What lines in the records below mention "nodes"? List them all.

— INPUT DATA —
#####

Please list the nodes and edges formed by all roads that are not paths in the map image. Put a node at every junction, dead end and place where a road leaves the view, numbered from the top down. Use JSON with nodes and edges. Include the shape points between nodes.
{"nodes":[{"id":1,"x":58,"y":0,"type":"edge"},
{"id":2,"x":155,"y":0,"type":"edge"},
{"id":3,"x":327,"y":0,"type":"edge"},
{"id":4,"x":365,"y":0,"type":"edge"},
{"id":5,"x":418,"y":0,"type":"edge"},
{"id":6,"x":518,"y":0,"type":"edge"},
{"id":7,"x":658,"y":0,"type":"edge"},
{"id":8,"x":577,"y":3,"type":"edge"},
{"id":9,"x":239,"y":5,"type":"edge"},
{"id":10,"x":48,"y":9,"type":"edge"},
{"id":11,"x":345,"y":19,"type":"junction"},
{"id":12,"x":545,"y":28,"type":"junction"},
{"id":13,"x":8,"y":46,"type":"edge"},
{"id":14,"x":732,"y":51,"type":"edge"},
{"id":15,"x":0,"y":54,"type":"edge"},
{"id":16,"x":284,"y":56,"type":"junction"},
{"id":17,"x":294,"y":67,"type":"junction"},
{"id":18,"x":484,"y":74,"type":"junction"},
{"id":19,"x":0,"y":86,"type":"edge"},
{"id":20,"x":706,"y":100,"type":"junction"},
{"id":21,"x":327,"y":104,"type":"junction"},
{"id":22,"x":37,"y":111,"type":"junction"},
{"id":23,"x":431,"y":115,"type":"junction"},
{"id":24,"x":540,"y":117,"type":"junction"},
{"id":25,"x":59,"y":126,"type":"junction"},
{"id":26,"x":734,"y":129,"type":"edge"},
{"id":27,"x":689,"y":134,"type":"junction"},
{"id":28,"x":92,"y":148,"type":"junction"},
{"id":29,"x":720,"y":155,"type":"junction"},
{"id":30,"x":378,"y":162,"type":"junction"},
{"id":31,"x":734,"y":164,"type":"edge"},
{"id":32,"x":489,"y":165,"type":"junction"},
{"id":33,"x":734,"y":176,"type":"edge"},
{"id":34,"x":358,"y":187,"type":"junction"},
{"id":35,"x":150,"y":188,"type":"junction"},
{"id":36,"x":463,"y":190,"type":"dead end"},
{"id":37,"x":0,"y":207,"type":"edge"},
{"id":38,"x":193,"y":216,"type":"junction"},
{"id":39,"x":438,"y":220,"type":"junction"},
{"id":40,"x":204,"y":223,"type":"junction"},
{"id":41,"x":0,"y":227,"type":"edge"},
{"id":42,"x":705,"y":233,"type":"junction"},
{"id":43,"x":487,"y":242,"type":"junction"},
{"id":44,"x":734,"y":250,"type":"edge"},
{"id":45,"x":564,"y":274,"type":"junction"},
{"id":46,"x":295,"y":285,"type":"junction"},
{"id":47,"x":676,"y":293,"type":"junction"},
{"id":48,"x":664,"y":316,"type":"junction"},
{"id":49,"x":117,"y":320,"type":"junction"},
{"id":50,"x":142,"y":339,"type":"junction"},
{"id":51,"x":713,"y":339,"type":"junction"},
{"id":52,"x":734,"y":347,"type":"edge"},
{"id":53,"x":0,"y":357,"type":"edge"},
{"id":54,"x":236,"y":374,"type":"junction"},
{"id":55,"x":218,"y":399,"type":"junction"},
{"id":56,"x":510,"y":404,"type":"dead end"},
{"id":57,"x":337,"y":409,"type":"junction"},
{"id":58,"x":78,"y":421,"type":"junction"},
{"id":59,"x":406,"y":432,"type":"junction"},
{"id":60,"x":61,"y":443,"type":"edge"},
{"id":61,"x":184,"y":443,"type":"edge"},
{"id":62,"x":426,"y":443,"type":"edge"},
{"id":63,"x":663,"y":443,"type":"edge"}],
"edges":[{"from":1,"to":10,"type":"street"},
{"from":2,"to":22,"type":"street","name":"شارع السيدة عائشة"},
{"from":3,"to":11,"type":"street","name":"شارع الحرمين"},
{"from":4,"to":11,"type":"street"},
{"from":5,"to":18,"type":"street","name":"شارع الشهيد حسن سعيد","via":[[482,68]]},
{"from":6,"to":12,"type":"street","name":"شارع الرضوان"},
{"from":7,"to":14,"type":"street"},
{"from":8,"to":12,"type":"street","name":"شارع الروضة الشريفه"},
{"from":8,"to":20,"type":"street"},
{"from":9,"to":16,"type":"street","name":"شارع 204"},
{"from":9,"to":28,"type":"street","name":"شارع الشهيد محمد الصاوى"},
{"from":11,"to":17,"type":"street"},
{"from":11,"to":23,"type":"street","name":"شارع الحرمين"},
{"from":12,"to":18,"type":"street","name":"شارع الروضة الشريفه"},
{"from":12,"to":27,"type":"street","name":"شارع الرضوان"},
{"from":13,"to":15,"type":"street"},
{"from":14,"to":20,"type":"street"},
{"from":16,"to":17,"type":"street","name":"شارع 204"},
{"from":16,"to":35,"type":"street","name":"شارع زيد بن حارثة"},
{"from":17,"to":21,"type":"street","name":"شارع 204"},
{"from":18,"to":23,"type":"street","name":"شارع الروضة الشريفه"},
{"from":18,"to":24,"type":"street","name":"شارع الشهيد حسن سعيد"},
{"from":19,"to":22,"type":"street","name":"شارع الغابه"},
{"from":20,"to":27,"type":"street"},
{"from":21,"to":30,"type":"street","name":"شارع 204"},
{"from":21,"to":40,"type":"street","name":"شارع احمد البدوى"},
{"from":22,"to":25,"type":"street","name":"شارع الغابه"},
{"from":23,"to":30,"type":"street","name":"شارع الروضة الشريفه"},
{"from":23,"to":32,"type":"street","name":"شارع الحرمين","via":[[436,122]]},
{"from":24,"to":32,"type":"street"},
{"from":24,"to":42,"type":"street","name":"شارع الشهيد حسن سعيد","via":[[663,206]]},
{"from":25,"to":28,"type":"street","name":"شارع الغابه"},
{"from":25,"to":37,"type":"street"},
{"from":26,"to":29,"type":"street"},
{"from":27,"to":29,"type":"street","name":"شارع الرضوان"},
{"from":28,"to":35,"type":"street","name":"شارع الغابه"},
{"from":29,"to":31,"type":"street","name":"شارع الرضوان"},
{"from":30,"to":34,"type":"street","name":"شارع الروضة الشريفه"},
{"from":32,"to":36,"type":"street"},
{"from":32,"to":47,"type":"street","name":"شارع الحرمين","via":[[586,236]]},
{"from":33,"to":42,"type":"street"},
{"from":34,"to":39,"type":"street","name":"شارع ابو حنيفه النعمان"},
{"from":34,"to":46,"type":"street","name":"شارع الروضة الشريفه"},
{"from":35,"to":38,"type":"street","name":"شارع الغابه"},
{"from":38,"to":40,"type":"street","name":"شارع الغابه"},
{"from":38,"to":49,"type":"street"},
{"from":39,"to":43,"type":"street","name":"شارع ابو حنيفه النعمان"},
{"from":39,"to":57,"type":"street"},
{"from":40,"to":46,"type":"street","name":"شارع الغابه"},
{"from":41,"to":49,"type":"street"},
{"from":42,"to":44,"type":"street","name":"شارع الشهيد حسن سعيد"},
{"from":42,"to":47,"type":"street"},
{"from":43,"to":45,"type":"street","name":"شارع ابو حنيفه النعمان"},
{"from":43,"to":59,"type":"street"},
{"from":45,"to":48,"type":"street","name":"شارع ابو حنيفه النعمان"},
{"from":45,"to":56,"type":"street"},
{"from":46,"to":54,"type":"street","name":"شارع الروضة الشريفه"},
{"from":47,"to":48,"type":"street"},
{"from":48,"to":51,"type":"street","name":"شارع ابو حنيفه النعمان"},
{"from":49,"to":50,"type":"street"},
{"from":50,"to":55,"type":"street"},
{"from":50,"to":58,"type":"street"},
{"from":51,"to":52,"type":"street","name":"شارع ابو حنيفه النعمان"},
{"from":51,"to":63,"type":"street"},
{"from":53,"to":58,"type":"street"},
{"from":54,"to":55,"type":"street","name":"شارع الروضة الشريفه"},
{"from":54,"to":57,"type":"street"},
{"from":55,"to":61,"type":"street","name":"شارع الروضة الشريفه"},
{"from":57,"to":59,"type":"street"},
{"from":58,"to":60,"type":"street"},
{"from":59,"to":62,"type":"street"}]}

#####

— ANSWER TO THIS EXERCISE —
Please list the nodes and edges formed by all roads that are not paths in the map image. Put a node at every junction, dead end and place where a road leaves the view, numbered from the top down. Use JSON with nodes and edges. Include the shape points between nodes.
{"nodes":[{"id":1,"x":58,"y":0,"type":"edge"},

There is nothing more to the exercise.